• _What is expected_: Locate every line below that contains the word "Right" and copy it.

========================

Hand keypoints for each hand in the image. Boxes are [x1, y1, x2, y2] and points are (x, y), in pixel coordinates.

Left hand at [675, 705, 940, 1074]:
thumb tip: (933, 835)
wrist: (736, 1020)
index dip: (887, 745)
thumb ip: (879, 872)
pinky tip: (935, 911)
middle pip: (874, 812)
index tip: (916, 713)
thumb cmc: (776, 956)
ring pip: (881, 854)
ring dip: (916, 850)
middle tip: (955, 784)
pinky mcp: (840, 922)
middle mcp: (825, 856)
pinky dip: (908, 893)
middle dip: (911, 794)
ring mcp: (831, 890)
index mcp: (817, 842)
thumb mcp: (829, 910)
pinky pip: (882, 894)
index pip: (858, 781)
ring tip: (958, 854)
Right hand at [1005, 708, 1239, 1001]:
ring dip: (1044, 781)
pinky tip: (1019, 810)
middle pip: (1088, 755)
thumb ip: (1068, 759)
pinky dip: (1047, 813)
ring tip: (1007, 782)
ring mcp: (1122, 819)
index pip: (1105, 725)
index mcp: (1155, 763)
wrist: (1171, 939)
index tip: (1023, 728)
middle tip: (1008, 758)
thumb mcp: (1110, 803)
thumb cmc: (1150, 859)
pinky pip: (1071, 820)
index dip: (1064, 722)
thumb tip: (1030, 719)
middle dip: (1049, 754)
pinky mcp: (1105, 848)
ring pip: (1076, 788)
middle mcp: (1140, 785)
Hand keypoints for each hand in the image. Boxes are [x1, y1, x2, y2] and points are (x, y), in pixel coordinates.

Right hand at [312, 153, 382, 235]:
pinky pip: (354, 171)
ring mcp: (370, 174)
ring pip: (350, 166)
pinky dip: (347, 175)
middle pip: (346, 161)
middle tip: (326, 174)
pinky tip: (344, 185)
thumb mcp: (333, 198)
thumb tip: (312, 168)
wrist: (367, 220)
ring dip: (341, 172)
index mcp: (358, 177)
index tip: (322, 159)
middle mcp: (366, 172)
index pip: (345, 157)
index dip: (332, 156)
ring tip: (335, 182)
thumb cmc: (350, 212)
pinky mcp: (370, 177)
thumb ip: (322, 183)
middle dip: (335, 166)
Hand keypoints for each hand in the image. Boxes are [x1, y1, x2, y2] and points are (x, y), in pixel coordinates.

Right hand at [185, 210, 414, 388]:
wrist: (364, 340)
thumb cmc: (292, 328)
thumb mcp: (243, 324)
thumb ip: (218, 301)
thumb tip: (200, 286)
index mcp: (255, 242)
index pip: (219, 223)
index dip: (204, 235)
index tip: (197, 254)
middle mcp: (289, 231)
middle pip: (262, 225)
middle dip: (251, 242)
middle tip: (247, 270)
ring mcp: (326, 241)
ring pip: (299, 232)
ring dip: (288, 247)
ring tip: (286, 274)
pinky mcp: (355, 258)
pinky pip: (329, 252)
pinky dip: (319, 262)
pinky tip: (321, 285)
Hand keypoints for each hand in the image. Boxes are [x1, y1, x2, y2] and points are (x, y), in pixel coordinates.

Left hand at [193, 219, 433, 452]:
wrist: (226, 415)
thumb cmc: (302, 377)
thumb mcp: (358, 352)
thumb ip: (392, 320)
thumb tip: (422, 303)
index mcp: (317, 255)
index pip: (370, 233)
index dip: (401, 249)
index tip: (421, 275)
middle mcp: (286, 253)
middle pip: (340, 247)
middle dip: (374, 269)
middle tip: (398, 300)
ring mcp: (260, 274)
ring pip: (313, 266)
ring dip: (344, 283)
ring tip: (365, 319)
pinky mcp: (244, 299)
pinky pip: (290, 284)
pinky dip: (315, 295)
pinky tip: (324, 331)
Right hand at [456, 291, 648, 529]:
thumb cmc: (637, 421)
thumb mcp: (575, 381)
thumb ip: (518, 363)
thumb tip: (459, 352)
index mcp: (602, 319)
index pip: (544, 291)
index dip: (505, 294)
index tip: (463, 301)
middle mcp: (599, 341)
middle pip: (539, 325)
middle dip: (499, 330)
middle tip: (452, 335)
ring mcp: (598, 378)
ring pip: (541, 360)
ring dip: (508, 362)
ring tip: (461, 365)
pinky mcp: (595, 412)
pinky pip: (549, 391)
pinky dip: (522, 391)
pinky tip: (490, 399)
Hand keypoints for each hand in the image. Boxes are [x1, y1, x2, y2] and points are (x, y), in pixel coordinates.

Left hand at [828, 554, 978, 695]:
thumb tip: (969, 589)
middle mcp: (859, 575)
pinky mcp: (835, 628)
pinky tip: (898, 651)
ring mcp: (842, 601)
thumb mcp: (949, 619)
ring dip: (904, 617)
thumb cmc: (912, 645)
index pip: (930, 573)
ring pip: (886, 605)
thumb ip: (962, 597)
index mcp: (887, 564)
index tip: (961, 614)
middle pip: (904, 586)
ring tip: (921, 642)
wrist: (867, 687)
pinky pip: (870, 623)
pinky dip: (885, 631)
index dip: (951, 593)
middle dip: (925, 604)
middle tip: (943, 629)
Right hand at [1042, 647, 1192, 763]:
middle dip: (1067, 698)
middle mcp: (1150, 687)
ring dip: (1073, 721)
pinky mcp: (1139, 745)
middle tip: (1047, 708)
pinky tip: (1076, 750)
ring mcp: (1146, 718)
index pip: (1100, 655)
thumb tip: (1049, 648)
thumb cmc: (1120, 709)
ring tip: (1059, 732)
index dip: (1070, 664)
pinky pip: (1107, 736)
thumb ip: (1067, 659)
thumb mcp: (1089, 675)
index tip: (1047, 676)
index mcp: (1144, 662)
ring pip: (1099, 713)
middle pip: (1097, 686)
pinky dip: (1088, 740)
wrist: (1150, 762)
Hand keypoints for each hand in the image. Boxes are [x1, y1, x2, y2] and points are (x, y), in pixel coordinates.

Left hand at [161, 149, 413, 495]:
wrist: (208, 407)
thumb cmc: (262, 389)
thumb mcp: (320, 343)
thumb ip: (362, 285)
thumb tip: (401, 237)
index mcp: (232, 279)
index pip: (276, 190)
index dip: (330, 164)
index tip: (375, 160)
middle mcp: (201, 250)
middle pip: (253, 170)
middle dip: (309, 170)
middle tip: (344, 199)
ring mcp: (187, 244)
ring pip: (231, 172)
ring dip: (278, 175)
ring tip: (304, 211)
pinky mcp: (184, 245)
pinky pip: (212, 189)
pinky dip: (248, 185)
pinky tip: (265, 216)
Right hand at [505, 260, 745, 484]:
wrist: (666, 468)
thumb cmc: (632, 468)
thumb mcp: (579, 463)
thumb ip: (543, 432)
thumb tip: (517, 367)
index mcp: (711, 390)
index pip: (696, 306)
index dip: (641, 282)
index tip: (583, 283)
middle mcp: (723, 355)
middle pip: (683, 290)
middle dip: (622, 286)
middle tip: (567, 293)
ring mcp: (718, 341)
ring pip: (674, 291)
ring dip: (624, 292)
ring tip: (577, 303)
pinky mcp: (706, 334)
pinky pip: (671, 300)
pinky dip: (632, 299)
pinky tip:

========================

• _Written answer_:
Right hand at [1005, 708, 1239, 1001]:
Right hand at [312, 153, 382, 235]:
Right hand at [185, 210, 414, 388]:
Right hand at [456, 291, 648, 529]:
Right hand at [1042, 647, 1192, 763]:
Right hand at [505, 260, 745, 484]:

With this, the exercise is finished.